# EXERCISE OBJECTIVE
A word-for-word copy of the entries, with images excluded, is the expected answer.

Stored data entries
Segment Open
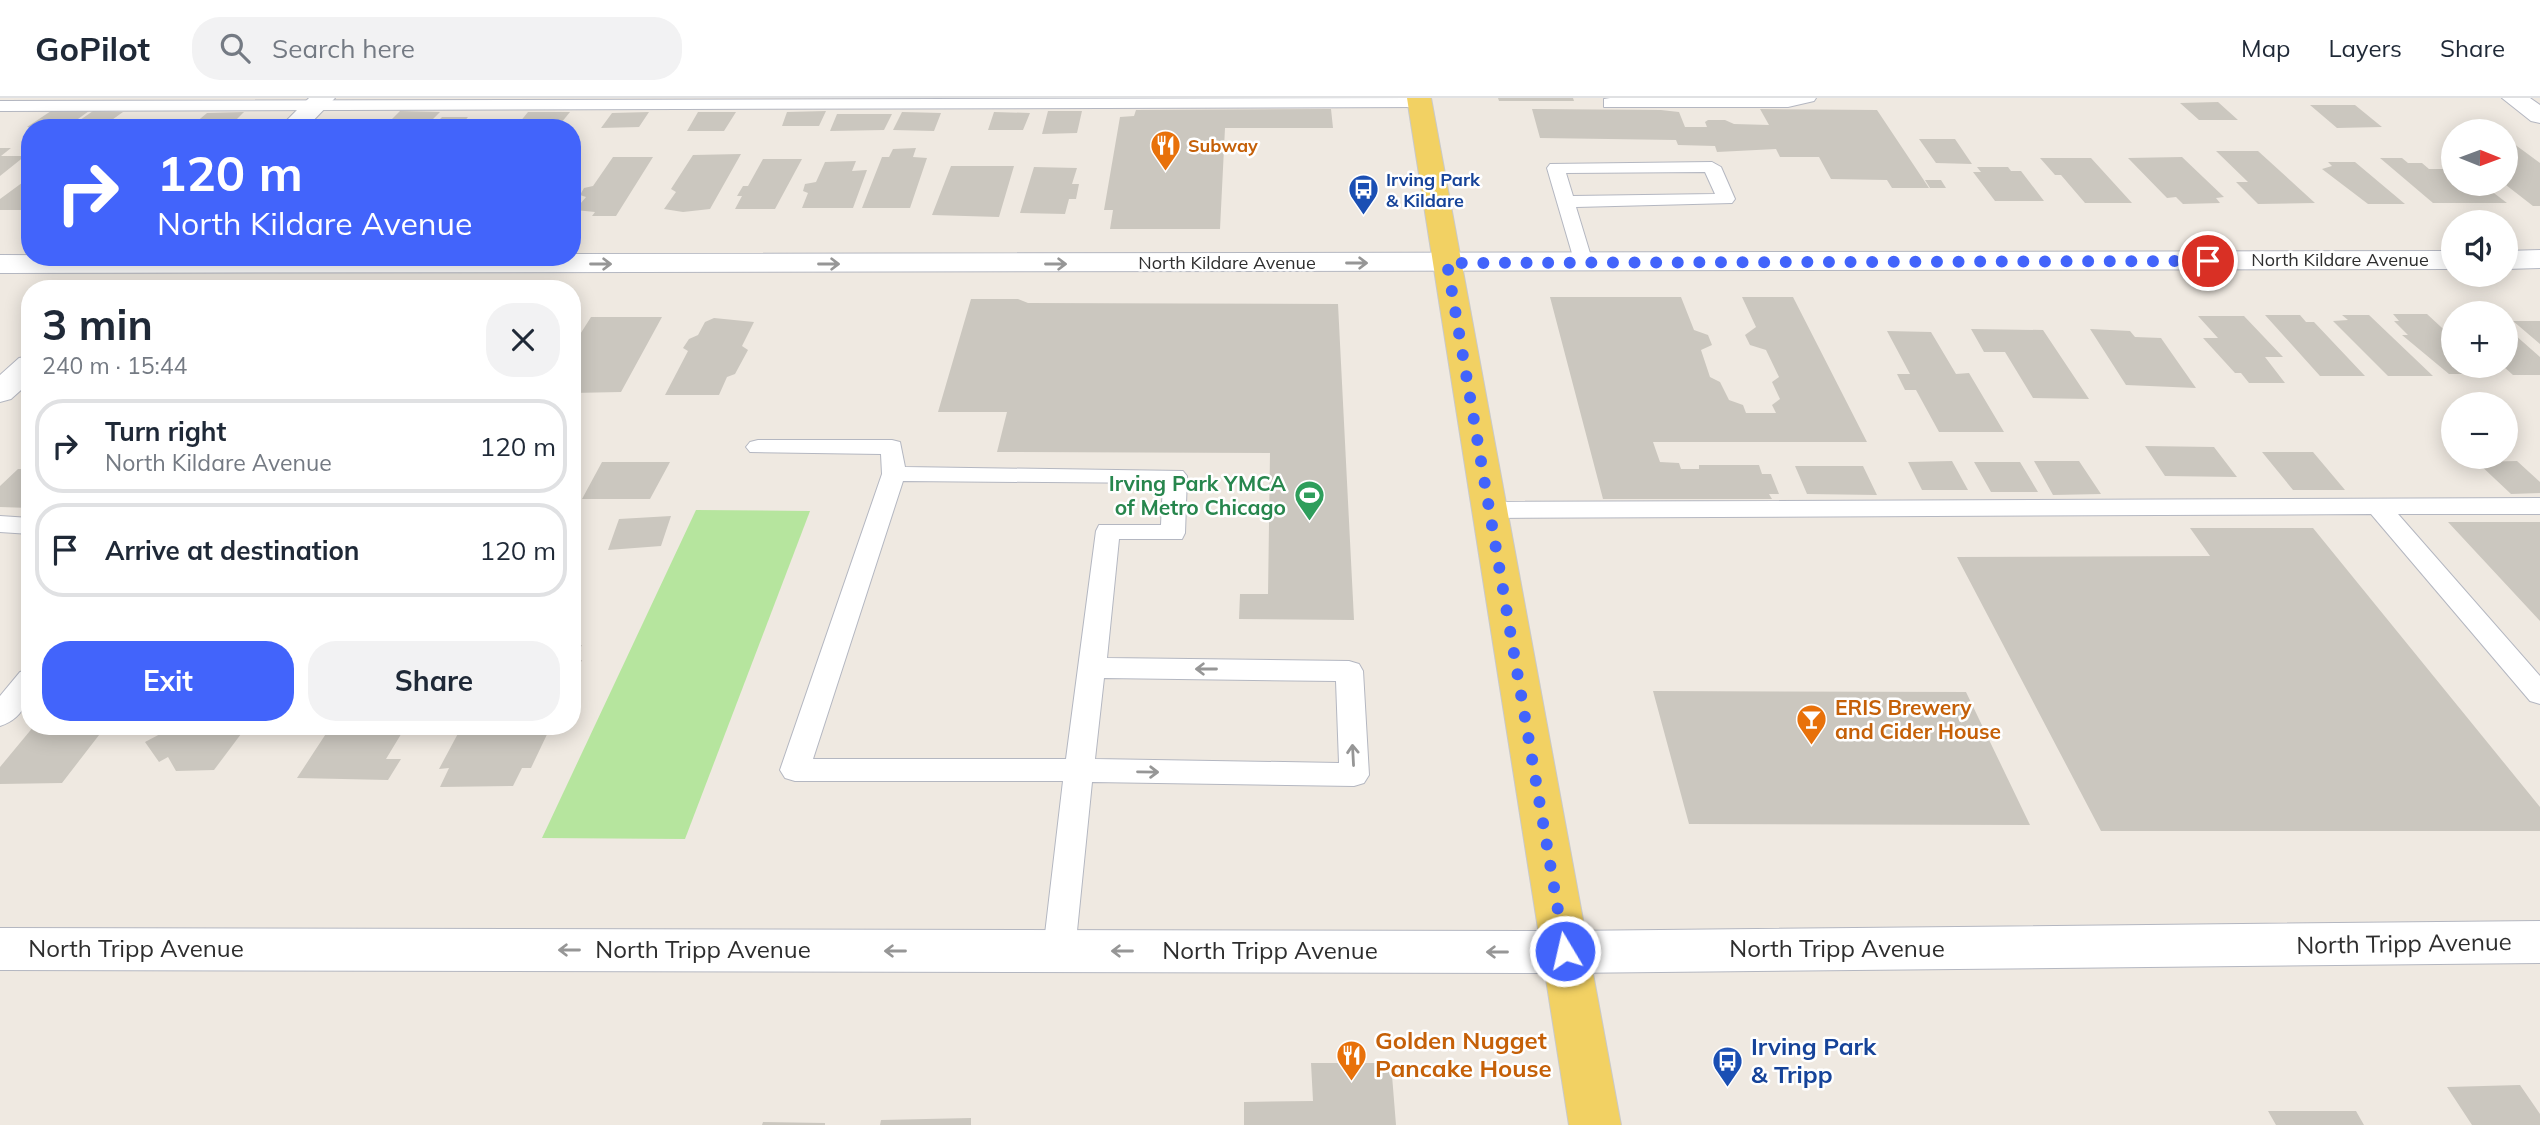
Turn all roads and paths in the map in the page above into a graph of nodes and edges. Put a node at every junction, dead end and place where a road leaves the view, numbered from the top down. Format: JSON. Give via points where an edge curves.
{"nodes":[{"id":1,"x":1808,"y":98,"type":"edge"},
{"id":2,"x":2514,"y":98,"type":"edge"},
{"id":3,"x":1419,"y":101,"type":"edge"},
{"id":4,"x":319,"y":102,"type":"edge"},
{"id":5,"x":1610,"y":103,"type":"dead end"},
{"id":6,"x":0,"y":106,"type":"edge"},
{"id":7,"x":2540,"y":116,"type":"edge"},
{"id":8,"x":300,"y":119,"type":"edge"},
{"id":9,"x":1566,"y":202,"type":"junction"},
{"id":10,"x":2540,"y":259,"type":"edge"},
{"id":11,"x":2441,"y":260,"type":"edge"},
{"id":12,"x":2518,"y":260,"type":"edge"},
{"id":13,"x":581,"y":262,"type":"edge"},
{"id":14,"x":1447,"y":263,"type":"junction"},
{"id":15,"x":1583,"y":263,"type":"junction"},
{"id":16,"x":0,"y":264,"type":"edge"},
{"id":17,"x":21,"y":264,"type":"edge"},
{"id":18,"x":139,"y":266,"type":"edge"},
{"id":19,"x":124,"y":280,"type":"edge"},
{"id":20,"x":21,"y":373,"type":"edge"},
{"id":21,"x":0,"y":392,"type":"edge"},
{"id":22,"x":758,"y":447,"type":"dead end"},
{"id":23,"x":894,"y":474,"type":"junction"},
{"id":24,"x":2377,"y":506,"type":"junction"},
{"id":25,"x":2540,"y":506,"type":"edge"},
{"id":26,"x":1490,"y":510,"type":"junction"},
{"id":27,"x":0,"y":524,"type":"edge"},
{"id":28,"x":21,"y":525,"type":"edge"},
{"id":29,"x":1091,"y":668,"type":"junction"},
{"id":30,"x":21,"y":690,"type":"edge"},
{"id":31,"x":2540,"y":694,"type":"edge"},
{"id":32,"x":0,"y":715,"type":"edge"},
{"id":33,"x":1079,"y":770,"type":"junction"},
{"id":34,"x":2540,"y":942,"type":"edge"},
{"id":35,"x":0,"y":949,"type":"edge"},
{"id":36,"x":1059,"y":951,"type":"junction"},
{"id":37,"x":1565,"y":951,"type":"junction"},
{"id":38,"x":1595,"y":1125,"type":"edge"}],
"edges":[{"from":1,"to":5,"type":"lane"},
{"from":2,"to":7,"type":"street"},
{"from":3,"to":4,"type":"lane"},
{"from":3,"to":14,"type":"main road"},
{"from":4,"to":6,"type":"lane"},
{"from":4,"to":8,"type":"street"},
{"from":9,"to":9,"type":"lane","via":[[1556,168],[1712,167],[1726,199]]},
{"from":9,"to":15,"type":"lane"},
{"from":10,"to":12,"type":"street"},
{"from":11,"to":15,"type":"street","name":"North Kildare Avenue"},
{"from":13,"to":14,"type":"street","name":"North Kildare Avenue","one_way":true},
{"from":14,"to":15,"type":"street","name":"North Kildare Avenue"},
{"from":14,"to":26,"type":"main road"},
{"from":16,"to":17,"type":"street","name":"North Kildare Avenue"},
{"from":18,"to":19,"type":"street"},
{"from":20,"to":21,"type":"street"},
{"from":22,"to":23,"type":"lane","via":[[891,447]]},
{"from":23,"to":29,"type":"lane","via":[[1175,476],[1174,533],[1108,531]]},
{"from":23,"to":33,"type":"lane","via":[[795,770]]},
{"from":24,"to":25,"type":"lane"},
{"from":24,"to":26,"type":"lane"},
{"from":24,"to":31,"type":"lane"},
{"from":26,"to":37,"type":"main road"},
{"from":27,"to":28,"type":"lane"},
{"from":29,"to":33,"type":"lane"},
{"from":33,"to":29,"type":"lane","one_way":true,"via":[[1354,775],[1349,671]]},
{"from":30,"to":32,"type":"lane"},
{"from":33,"to":36,"type":"lane"},
{"from":34,"to":37,"type":"street","name":"North Tripp Avenue"},
{"from":36,"to":35,"type":"street","name":"North Tripp Avenue","one_way":true},
{"from":37,"to":36,"type":"street","name":"North Tripp Avenue","one_way":true},
{"from":37,"to":38,"type":"main road"}]}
Segment Closed
# TASK ANSWER
Turn all roads and paths in the map in the page above into a graph of nodes and edges. Put a node at every junction, dead end and place where a road leaves the view, numbered from the top down. Format: JSON. Give via points where an edge curves.
{"nodes":[{"id":1,"x":1808,"y":98,"type":"edge"},
{"id":2,"x":2514,"y":98,"type":"edge"},
{"id":3,"x":1419,"y":101,"type":"edge"},
{"id":4,"x":319,"y":102,"type":"edge"},
{"id":5,"x":1610,"y":103,"type":"dead end"},
{"id":6,"x":0,"y":106,"type":"edge"},
{"id":7,"x":2540,"y":116,"type":"edge"},
{"id":8,"x":300,"y":119,"type":"edge"},
{"id":9,"x":1566,"y":202,"type":"junction"},
{"id":10,"x":2540,"y":259,"type":"edge"},
{"id":11,"x":2441,"y":260,"type":"edge"},
{"id":12,"x":2518,"y":260,"type":"edge"},
{"id":13,"x":581,"y":262,"type":"edge"},
{"id":14,"x":1447,"y":263,"type":"junction"},
{"id":15,"x":1583,"y":263,"type":"junction"},
{"id":16,"x":0,"y":264,"type":"edge"},
{"id":17,"x":21,"y":264,"type":"edge"},
{"id":18,"x":139,"y":266,"type":"edge"},
{"id":19,"x":124,"y":280,"type":"edge"},
{"id":20,"x":21,"y":373,"type":"edge"},
{"id":21,"x":0,"y":392,"type":"edge"},
{"id":22,"x":758,"y":447,"type":"dead end"},
{"id":23,"x":894,"y":474,"type":"junction"},
{"id":24,"x":2377,"y":506,"type":"junction"},
{"id":25,"x":2540,"y":506,"type":"edge"},
{"id":26,"x":1490,"y":510,"type":"junction"},
{"id":27,"x":0,"y":524,"type":"edge"},
{"id":28,"x":21,"y":525,"type":"edge"},
{"id":29,"x":1091,"y":668,"type":"junction"},
{"id":30,"x":21,"y":690,"type":"edge"},
{"id":31,"x":2540,"y":694,"type":"edge"},
{"id":32,"x":0,"y":715,"type":"edge"},
{"id":33,"x":1079,"y":770,"type":"junction"},
{"id":34,"x":2540,"y":942,"type":"edge"},
{"id":35,"x":0,"y":949,"type":"edge"},
{"id":36,"x":1059,"y":951,"type":"junction"},
{"id":37,"x":1565,"y":951,"type":"junction"},
{"id":38,"x":1595,"y":1125,"type":"edge"}],
"edges":[{"from":1,"to":5,"type":"lane"},
{"from":2,"to":7,"type":"street"},
{"from":3,"to":4,"type":"lane"},
{"from":3,"to":14,"type":"main road"},
{"from":4,"to":6,"type":"lane"},
{"from":4,"to":8,"type":"street"},
{"from":9,"to":9,"type":"lane","via":[[1556,168],[1712,167],[1726,199]]},
{"from":9,"to":15,"type":"lane"},
{"from":10,"to":12,"type":"street"},
{"from":11,"to":15,"type":"street","name":"North Kildare Avenue"},
{"from":13,"to":14,"type":"street","name":"North Kildare Avenue","one_way":true},
{"from":14,"to":15,"type":"street","name":"North Kildare Avenue"},
{"from":14,"to":26,"type":"main road"},
{"from":16,"to":17,"type":"street","name":"North Kildare Avenue"},
{"from":18,"to":19,"type":"street"},
{"from":20,"to":21,"type":"street"},
{"from":22,"to":23,"type":"lane","via":[[891,447]]},
{"from":23,"to":29,"type":"lane","via":[[1175,476],[1174,533],[1108,531]]},
{"from":23,"to":33,"type":"lane","via":[[795,770]]},
{"from":24,"to":25,"type":"lane"},
{"from":24,"to":26,"type":"lane"},
{"from":24,"to":31,"type":"lane"},
{"from":26,"to":37,"type":"main road"},
{"from":27,"to":28,"type":"lane"},
{"from":29,"to":33,"type":"lane"},
{"from":33,"to":29,"type":"lane","one_way":true,"via":[[1354,775],[1349,671]]},
{"from":30,"to":32,"type":"lane"},
{"from":33,"to":36,"type":"lane"},
{"from":34,"to":37,"type":"street","name":"North Tripp Avenue"},
{"from":36,"to":35,"type":"street","name":"North Tripp Avenue","one_way":true},
{"from":37,"to":36,"type":"street","name":"North Tripp Avenue","one_way":true},
{"from":37,"to":38,"type":"main road"}]}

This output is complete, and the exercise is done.